● **Material for this exercise**
****************
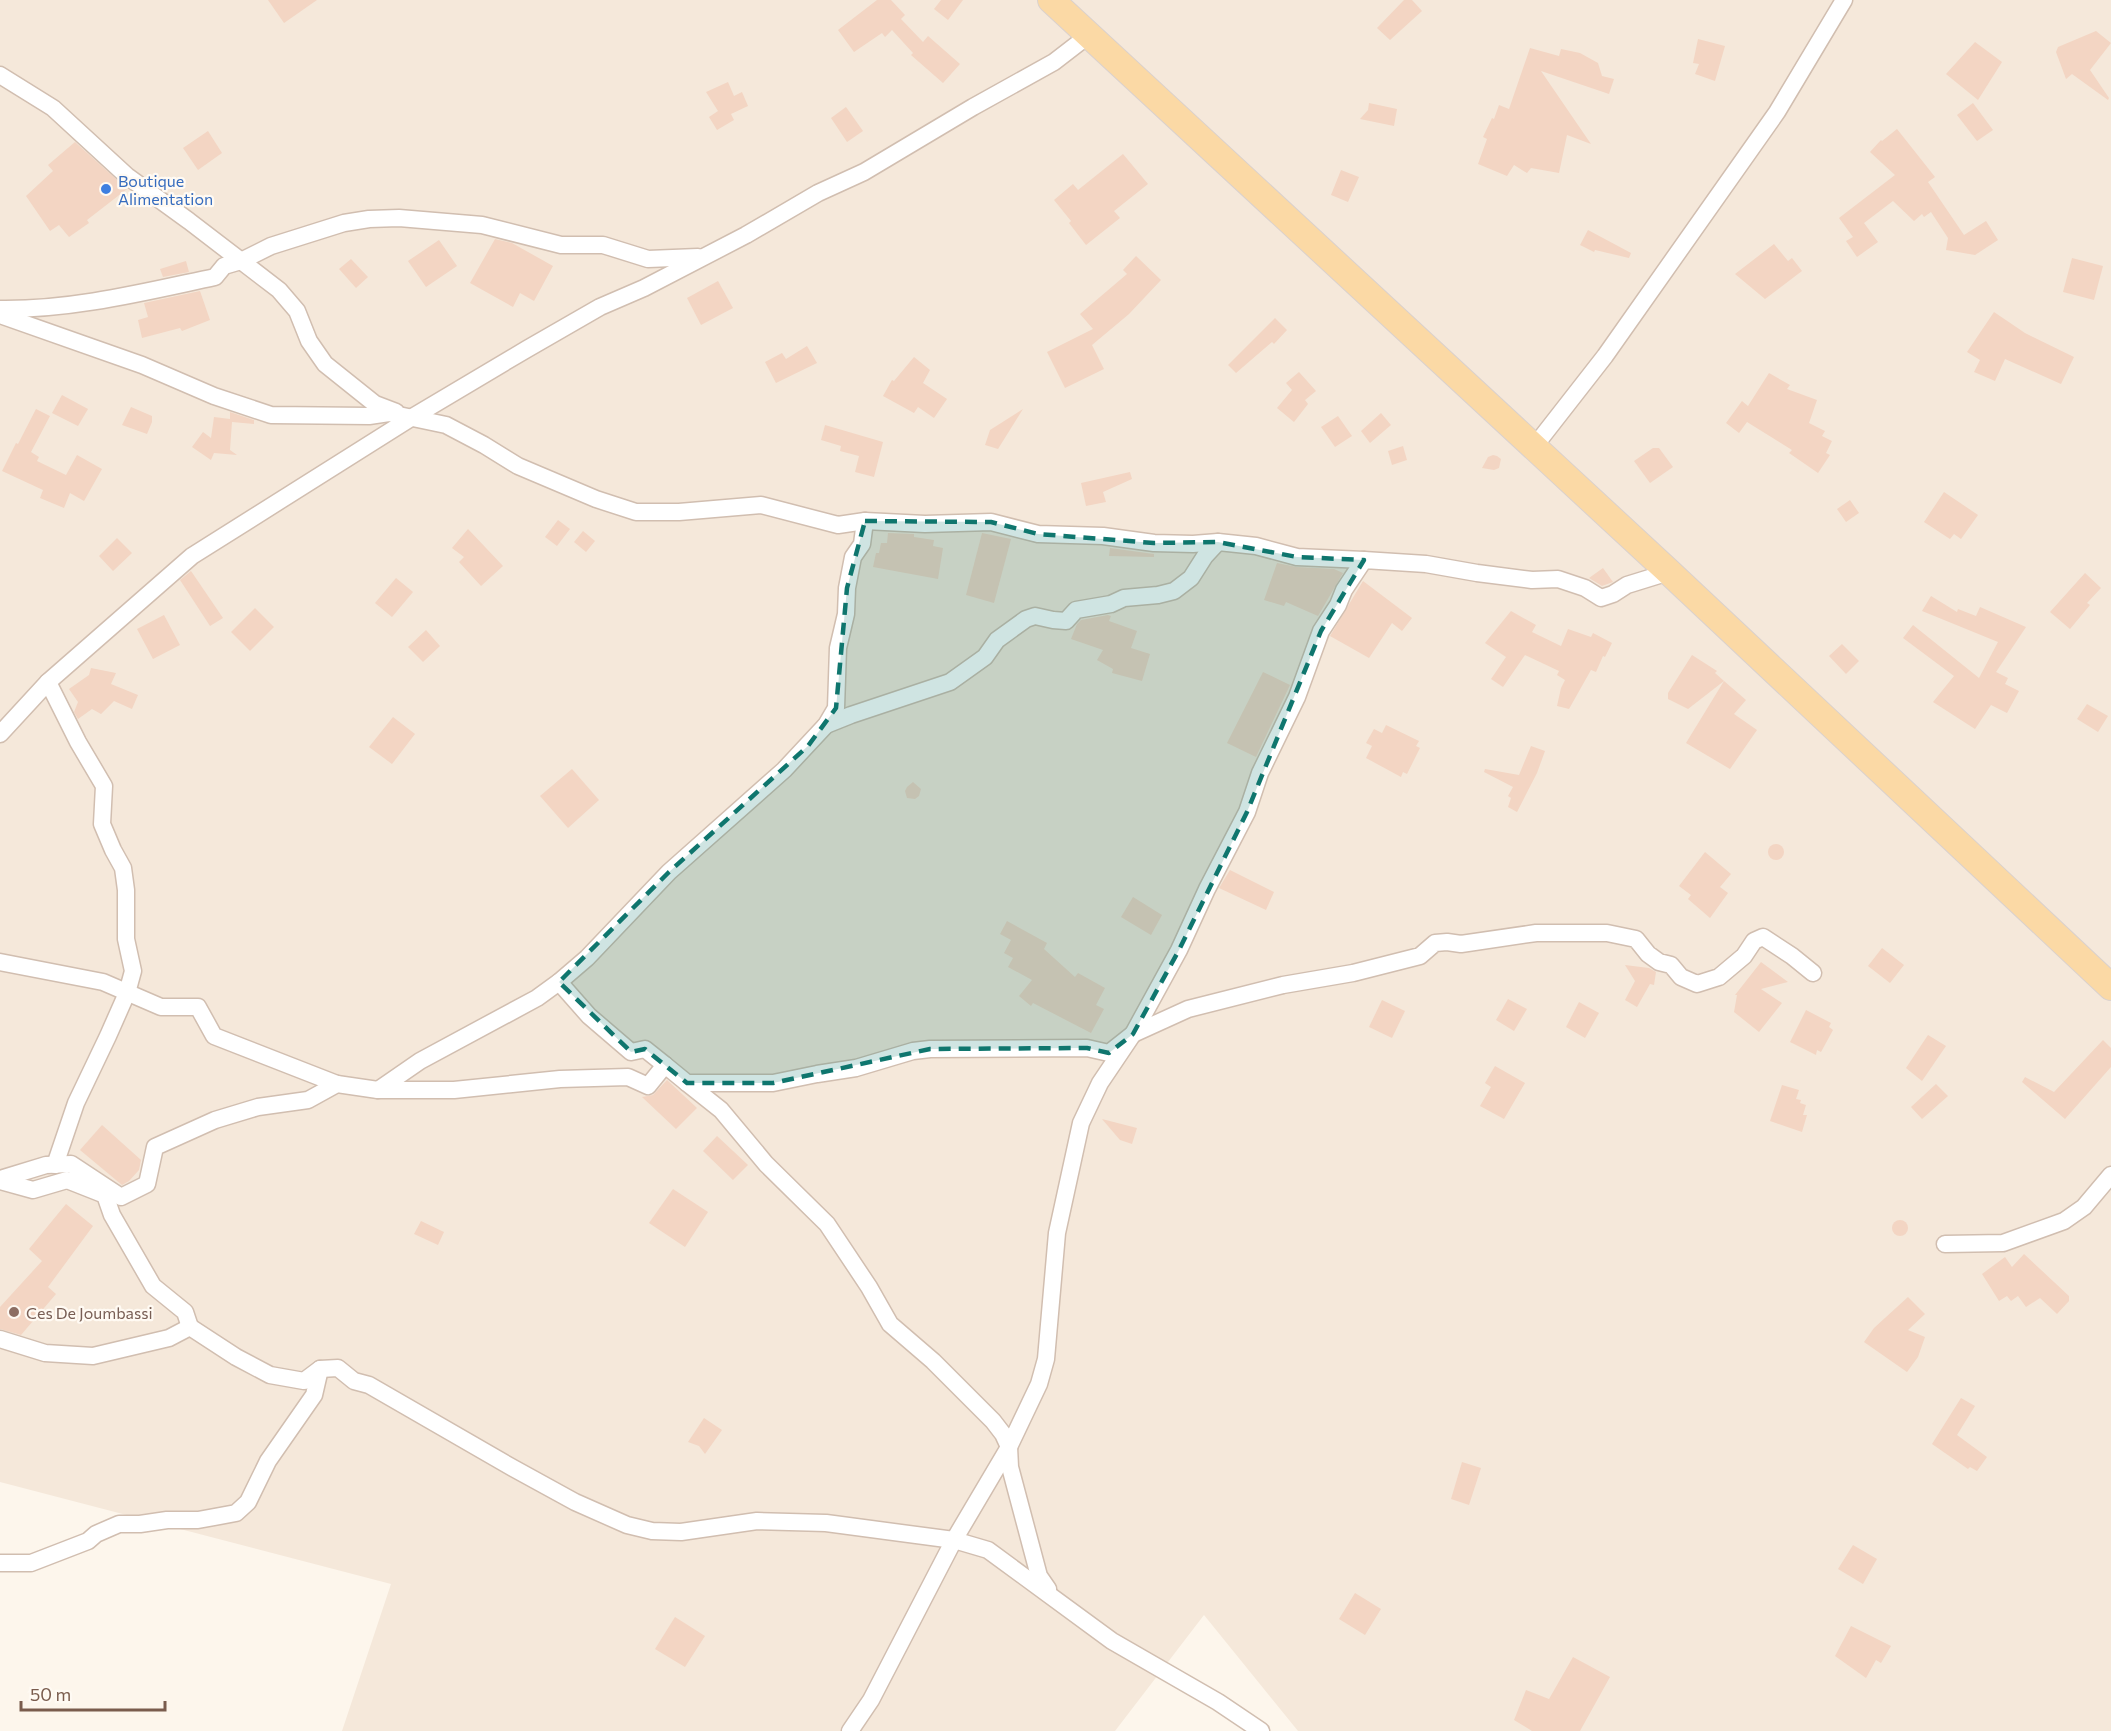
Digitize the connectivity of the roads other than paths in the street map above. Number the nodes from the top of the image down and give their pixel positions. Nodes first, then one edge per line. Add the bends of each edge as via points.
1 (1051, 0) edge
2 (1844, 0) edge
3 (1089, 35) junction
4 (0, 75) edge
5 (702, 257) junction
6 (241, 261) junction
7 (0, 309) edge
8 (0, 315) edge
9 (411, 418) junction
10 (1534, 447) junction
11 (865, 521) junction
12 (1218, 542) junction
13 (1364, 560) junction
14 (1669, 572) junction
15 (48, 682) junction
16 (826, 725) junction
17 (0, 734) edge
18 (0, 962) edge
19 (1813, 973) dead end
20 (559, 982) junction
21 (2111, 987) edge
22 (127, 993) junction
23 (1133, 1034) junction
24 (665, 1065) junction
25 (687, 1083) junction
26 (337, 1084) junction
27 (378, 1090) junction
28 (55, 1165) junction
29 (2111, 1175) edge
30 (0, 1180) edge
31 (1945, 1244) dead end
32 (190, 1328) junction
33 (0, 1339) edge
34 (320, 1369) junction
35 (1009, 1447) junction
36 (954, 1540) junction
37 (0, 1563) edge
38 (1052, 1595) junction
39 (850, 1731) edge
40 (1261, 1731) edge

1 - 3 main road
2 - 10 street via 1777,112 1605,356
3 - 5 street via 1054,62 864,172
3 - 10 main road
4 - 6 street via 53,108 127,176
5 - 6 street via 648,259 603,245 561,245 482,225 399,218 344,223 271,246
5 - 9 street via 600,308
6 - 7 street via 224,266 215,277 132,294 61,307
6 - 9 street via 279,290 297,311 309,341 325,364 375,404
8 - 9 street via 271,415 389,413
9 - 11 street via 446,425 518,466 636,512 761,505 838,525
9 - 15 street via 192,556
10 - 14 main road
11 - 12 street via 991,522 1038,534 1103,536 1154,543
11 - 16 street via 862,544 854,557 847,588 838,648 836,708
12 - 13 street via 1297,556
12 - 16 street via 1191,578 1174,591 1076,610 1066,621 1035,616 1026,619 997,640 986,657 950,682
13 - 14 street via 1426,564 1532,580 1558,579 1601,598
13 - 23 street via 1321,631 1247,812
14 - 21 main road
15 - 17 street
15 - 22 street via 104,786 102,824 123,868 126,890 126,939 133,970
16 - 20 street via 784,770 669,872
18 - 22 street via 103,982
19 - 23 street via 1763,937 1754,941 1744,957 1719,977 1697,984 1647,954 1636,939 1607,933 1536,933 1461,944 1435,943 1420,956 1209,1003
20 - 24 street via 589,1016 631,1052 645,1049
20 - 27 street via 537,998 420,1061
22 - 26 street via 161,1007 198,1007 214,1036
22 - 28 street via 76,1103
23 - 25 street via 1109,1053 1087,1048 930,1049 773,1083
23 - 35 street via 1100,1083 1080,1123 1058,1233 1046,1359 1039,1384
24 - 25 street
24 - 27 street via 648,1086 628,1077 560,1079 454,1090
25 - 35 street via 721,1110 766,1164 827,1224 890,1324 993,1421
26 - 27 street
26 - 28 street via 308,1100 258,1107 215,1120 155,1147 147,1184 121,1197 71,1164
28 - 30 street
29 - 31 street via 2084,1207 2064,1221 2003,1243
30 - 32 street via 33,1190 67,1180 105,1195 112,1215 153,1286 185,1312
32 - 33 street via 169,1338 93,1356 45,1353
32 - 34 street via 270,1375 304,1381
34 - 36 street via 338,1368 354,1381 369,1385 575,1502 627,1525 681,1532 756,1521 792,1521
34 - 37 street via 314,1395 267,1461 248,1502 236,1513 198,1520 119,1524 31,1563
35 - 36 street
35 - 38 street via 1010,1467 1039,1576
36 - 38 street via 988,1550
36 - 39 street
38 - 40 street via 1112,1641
****************
● **How to complete this task**
Return all records above verbatim without their pictures.

● **Output of the task**
Digitize the connectivity of the roads other than paths in the street map above. Number the nodes from the top of the image down and give their pixel positions. Nodes first, then one edge per line. Add the bends of each edge as via points.
1 (1051, 0) edge
2 (1844, 0) edge
3 (1089, 35) junction
4 (0, 75) edge
5 (702, 257) junction
6 (241, 261) junction
7 (0, 309) edge
8 (0, 315) edge
9 (411, 418) junction
10 (1534, 447) junction
11 (865, 521) junction
12 (1218, 542) junction
13 (1364, 560) junction
14 (1669, 572) junction
15 (48, 682) junction
16 (826, 725) junction
17 (0, 734) edge
18 (0, 962) edge
19 (1813, 973) dead end
20 (559, 982) junction
21 (2111, 987) edge
22 (127, 993) junction
23 (1133, 1034) junction
24 (665, 1065) junction
25 (687, 1083) junction
26 (337, 1084) junction
27 (378, 1090) junction
28 (55, 1165) junction
29 (2111, 1175) edge
30 (0, 1180) edge
31 (1945, 1244) dead end
32 (190, 1328) junction
33 (0, 1339) edge
34 (320, 1369) junction
35 (1009, 1447) junction
36 (954, 1540) junction
37 (0, 1563) edge
38 (1052, 1595) junction
39 (850, 1731) edge
40 (1261, 1731) edge

1 - 3 main road
2 - 10 street via 1777,112 1605,356
3 - 5 street via 1054,62 864,172
3 - 10 main road
4 - 6 street via 53,108 127,176
5 - 6 street via 648,259 603,245 561,245 482,225 399,218 344,223 271,246
5 - 9 street via 600,308
6 - 7 street via 224,266 215,277 132,294 61,307
6 - 9 street via 279,290 297,311 309,341 325,364 375,404
8 - 9 street via 271,415 389,413
9 - 11 street via 446,425 518,466 636,512 761,505 838,525
9 - 15 street via 192,556
10 - 14 main road
11 - 12 street via 991,522 1038,534 1103,536 1154,543
11 - 16 street via 862,544 854,557 847,588 838,648 836,708
12 - 13 street via 1297,556
12 - 16 street via 1191,578 1174,591 1076,610 1066,621 1035,616 1026,619 997,640 986,657 950,682
13 - 14 street via 1426,564 1532,580 1558,579 1601,598
13 - 23 street via 1321,631 1247,812
14 - 21 main road
15 - 17 street
15 - 22 street via 104,786 102,824 123,868 126,890 126,939 133,970
16 - 20 street via 784,770 669,872
18 - 22 street via 103,982
19 - 23 street via 1763,937 1754,941 1744,957 1719,977 1697,984 1647,954 1636,939 1607,933 1536,933 1461,944 1435,943 1420,956 1209,1003
20 - 24 street via 589,1016 631,1052 645,1049
20 - 27 street via 537,998 420,1061
22 - 26 street via 161,1007 198,1007 214,1036
22 - 28 street via 76,1103
23 - 25 street via 1109,1053 1087,1048 930,1049 773,1083
23 - 35 street via 1100,1083 1080,1123 1058,1233 1046,1359 1039,1384
24 - 25 street
24 - 27 street via 648,1086 628,1077 560,1079 454,1090
25 - 35 street via 721,1110 766,1164 827,1224 890,1324 993,1421
26 - 27 street
26 - 28 street via 308,1100 258,1107 215,1120 155,1147 147,1184 121,1197 71,1164
28 - 30 street
29 - 31 street via 2084,1207 2064,1221 2003,1243
30 - 32 street via 33,1190 67,1180 105,1195 112,1215 153,1286 185,1312
32 - 33 street via 169,1338 93,1356 45,1353
32 - 34 street via 270,1375 304,1381
34 - 36 street via 338,1368 354,1381 369,1385 575,1502 627,1525 681,1532 756,1521 792,1521
34 - 37 street via 314,1395 267,1461 248,1502 236,1513 198,1520 119,1524 31,1563
35 - 36 street
35 - 38 street via 1010,1467 1039,1576
36 - 38 street via 988,1550
36 - 39 street
38 - 40 street via 1112,1641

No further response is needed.